[Opening The data section]

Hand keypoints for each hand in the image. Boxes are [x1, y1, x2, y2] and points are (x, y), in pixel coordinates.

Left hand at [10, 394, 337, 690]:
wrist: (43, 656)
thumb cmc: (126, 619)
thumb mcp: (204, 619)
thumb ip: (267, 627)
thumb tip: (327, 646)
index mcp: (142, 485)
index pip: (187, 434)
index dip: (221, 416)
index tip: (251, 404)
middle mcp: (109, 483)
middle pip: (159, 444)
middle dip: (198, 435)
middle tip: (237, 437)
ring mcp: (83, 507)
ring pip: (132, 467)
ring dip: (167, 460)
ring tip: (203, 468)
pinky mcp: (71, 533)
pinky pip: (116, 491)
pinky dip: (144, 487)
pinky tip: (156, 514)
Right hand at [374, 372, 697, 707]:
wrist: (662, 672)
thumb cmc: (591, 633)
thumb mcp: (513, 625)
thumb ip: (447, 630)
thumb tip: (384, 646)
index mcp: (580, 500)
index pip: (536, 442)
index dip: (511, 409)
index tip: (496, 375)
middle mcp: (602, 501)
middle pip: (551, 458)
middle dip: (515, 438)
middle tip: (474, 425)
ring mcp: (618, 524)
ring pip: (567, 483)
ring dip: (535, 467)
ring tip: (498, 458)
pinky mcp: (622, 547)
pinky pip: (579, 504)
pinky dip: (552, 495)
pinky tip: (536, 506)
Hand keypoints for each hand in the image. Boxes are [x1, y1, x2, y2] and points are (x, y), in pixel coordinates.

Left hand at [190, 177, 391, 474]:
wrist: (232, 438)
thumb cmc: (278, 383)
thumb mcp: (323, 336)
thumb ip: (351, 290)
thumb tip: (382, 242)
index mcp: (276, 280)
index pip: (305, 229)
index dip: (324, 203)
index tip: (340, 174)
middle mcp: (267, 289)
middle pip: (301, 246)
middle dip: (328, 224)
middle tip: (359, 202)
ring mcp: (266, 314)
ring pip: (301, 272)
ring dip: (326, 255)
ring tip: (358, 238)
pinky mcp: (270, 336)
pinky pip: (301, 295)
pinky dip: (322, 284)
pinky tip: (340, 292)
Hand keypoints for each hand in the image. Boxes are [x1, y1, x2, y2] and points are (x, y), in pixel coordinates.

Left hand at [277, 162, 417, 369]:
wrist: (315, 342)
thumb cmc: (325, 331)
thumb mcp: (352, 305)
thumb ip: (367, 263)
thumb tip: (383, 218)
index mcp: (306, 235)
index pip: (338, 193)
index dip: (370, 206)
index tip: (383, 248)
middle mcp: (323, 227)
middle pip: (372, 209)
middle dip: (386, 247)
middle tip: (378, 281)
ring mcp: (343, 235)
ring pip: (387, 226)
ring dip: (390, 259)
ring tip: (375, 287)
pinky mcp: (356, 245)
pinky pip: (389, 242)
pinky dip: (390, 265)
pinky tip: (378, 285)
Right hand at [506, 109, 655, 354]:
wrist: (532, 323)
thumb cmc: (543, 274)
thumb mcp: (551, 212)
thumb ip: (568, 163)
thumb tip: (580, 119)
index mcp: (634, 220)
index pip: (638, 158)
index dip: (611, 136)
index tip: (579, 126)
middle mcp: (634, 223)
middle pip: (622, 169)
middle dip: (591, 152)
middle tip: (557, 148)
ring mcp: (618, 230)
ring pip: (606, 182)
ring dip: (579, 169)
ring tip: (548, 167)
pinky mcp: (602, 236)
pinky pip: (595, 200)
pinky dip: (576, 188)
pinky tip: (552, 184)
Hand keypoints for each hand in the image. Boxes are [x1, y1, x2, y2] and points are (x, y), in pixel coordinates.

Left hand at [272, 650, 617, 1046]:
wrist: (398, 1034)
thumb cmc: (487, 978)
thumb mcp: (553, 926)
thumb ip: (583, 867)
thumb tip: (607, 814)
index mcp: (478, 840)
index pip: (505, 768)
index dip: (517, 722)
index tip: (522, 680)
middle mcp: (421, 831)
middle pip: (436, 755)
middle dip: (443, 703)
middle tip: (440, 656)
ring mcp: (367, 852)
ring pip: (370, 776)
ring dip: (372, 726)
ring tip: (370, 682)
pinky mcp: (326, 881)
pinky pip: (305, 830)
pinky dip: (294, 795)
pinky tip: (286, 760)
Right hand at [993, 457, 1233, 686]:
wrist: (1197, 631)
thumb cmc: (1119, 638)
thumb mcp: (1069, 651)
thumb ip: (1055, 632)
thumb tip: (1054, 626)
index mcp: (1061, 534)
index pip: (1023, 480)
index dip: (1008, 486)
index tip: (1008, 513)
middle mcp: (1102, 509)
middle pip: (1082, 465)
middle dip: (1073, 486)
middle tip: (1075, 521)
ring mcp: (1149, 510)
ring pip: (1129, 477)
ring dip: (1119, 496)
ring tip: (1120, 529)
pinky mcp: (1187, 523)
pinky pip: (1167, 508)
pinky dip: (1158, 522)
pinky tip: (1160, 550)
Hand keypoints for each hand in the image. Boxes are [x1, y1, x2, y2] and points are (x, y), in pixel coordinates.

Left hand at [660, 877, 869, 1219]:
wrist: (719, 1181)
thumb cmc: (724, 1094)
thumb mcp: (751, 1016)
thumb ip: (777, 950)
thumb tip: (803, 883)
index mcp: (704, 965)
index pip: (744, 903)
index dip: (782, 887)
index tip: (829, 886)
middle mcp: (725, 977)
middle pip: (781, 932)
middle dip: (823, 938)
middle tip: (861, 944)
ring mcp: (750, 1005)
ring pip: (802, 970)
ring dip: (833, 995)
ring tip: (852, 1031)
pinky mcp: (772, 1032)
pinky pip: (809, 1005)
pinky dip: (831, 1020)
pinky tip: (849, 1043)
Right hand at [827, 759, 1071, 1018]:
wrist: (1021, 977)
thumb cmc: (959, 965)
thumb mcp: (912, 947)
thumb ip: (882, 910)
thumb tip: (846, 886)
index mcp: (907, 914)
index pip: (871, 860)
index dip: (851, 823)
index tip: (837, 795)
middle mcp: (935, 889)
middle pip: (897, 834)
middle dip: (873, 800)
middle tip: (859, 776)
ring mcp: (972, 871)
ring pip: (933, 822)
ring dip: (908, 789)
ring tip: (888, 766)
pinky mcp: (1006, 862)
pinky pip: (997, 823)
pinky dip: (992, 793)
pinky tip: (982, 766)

[Closing The data section]

Set down the preceding data verbatim. Every line belongs in the copy.

Hand keypoints for each hand in the image. Boxes are [x1, y1, x2, y2] and points are (x, y), in pixel coordinates.

Left hand at [10, 394, 337, 690]:
wrist: (43, 656)
thumb cmc: (126, 619)
thumb mcp: (204, 619)
thumb ip: (267, 627)
thumb tip: (327, 646)
index mcp: (142, 485)
index pip: (187, 434)
index dip: (221, 416)
index tip: (251, 404)
middle mcp: (109, 483)
middle pip: (159, 444)
middle dip: (198, 435)
middle tip: (237, 437)
ring mcp: (83, 507)
ring pip: (132, 467)
ring dip: (167, 460)
ring tip: (203, 468)
pinky mcp: (71, 533)
pinky pip: (116, 491)
pinky dip: (144, 487)
pinky tip: (156, 514)
Right hand at [374, 372, 697, 707]:
wrist: (662, 672)
thumb cmc: (591, 633)
thumb mcp: (513, 625)
thumb ip: (447, 630)
thumb tip: (384, 646)
index mcp: (580, 500)
index pip: (536, 442)
index dip: (511, 409)
index tip: (496, 375)
middle mcp: (602, 501)
middle pip: (551, 458)
middle dip: (515, 438)
middle tip: (474, 425)
ring mcp: (618, 524)
ring pip: (567, 483)
ring dip: (535, 467)
ring tip: (498, 458)
pinky mcp: (622, 547)
pinky pip: (579, 504)
pinky dip: (552, 495)
pinky tip: (536, 506)
Hand keypoints for each hand in the image. Boxes are [x1, y1, x2, y2] and points are (x, y), in pixel coordinates.

Left hand at [190, 177, 391, 474]:
wrist: (232, 438)
thumb cmc: (278, 383)
thumb mcp: (323, 336)
thumb ip: (351, 290)
thumb tip: (382, 242)
index mcp: (276, 280)
index pip: (305, 229)
index dip: (324, 203)
index tip: (340, 174)
middle mcp: (267, 289)
middle pip: (301, 246)
middle dip: (328, 224)
middle tip: (359, 202)
ring mcp: (266, 314)
ring pip: (301, 272)
ring dip: (326, 255)
ring tip: (358, 238)
pinky mcp: (270, 336)
pinky pip: (301, 295)
pinky dip: (322, 284)
pinky tip: (340, 292)
Hand keypoints for each hand in the image. Boxes are [x1, y1, x2, y2] and points are (x, y), in pixel coordinates.

Left hand at [277, 162, 417, 369]:
wrist: (315, 342)
thumb cmc: (325, 331)
thumb mcp: (352, 305)
thumb ip: (367, 263)
thumb tip: (383, 218)
index mcp: (306, 235)
index pip: (338, 193)
index dip: (370, 206)
index tip: (383, 248)
middle mcp: (323, 227)
middle pip: (372, 209)
middle dip: (386, 247)
middle tip: (378, 281)
ring mcp: (343, 235)
ring pip: (387, 226)
ring dip: (390, 259)
ring tip: (375, 287)
pinky mcp: (356, 245)
pinky pip: (389, 242)
pinky dip: (390, 265)
pinky tip: (378, 285)
Right hand at [506, 109, 655, 354]:
wrist: (532, 323)
thumb cmc: (543, 274)
thumb mcp: (551, 212)
thumb ip: (568, 163)
thumb tip: (580, 119)
index mcp: (634, 220)
index pip: (638, 158)
index dip: (611, 136)
index tip: (579, 126)
middle mcp: (634, 223)
middle pip: (622, 169)
middle dip: (591, 152)
middle tip: (557, 148)
ring mcp: (618, 230)
ring pip: (606, 182)
ring dip: (579, 169)
ring tip: (548, 167)
pinky mcp: (602, 236)
pinky pip: (595, 200)
pinky dip: (576, 188)
pinky tip: (552, 184)
Hand keypoints for each hand in the image. Boxes are [x1, y1, x2, y2] and points are (x, y), in pixel coordinates.

Left hand at [272, 650, 617, 1046]:
wrist: (398, 1034)
thumb cmc: (487, 978)
thumb mcp: (553, 926)
thumb ip: (583, 867)
thumb tip: (607, 814)
index mcp: (478, 840)
index pip: (505, 768)
index dip: (517, 722)
index tip: (522, 680)
middle mcp: (421, 831)
middle pip: (436, 755)
middle dip: (443, 703)
middle tip: (440, 656)
ring mcp: (367, 852)
ring pip: (370, 776)
ring dip: (372, 726)
ring tip: (370, 682)
pinky mcp: (326, 881)
pinky pip: (305, 830)
pinky dip: (294, 795)
pinky tip: (286, 760)
Right hand at [993, 457, 1233, 686]:
wrist: (1197, 631)
thumb cmc: (1119, 638)
thumb mcp: (1069, 651)
thumb ip: (1055, 632)
thumb tip: (1054, 626)
index mcp: (1061, 534)
index pip: (1023, 480)
index dip: (1008, 486)
index tip: (1008, 513)
middle mcp: (1102, 509)
middle pip: (1082, 465)
middle dip: (1073, 486)
middle tip: (1075, 521)
ring mcp: (1149, 510)
ring pip: (1129, 477)
ring dip: (1119, 496)
ring tip: (1120, 529)
pinky mcp: (1187, 523)
pinky pip: (1167, 508)
pinky dip: (1158, 522)
pinky tip: (1160, 550)
Hand keypoints for each hand in the image. Boxes are [x1, y1, x2, y2] and points are (x, y), in pixel coordinates.

Left hand at [660, 877, 869, 1219]:
wrist: (719, 1181)
thumb cmc: (724, 1094)
thumb mcp: (751, 1016)
thumb ip: (777, 950)
thumb tip: (803, 883)
index mcp: (704, 965)
index pip: (744, 903)
index dip: (782, 887)
index tip: (829, 886)
middle mcp: (725, 977)
middle pip: (781, 932)
middle dip: (823, 938)
middle tip: (861, 944)
ring mcp: (750, 1005)
ring pip: (802, 970)
ring dip: (833, 995)
ring tip: (852, 1031)
pinky mcp: (772, 1032)
pinky pip: (809, 1005)
pinky dip: (831, 1020)
pinky tip: (849, 1043)
Right hand at [827, 759, 1071, 1018]:
wrist: (1021, 977)
thumb cmc: (959, 965)
thumb mcp: (912, 947)
thumb ip: (882, 910)
thumb tip: (846, 886)
index mcp: (907, 914)
index pip: (871, 860)
index dip: (851, 823)
index tip: (837, 795)
middle mcp: (935, 889)
middle pip: (897, 834)
middle dip: (873, 800)
middle tip: (859, 776)
ring mcp: (972, 871)
ring pip: (933, 822)
ring dip: (908, 789)
ring tip: (888, 766)
pinky mcp: (1006, 862)
pinky pip: (997, 823)
pinky dip: (992, 793)
pinky tip: (982, 766)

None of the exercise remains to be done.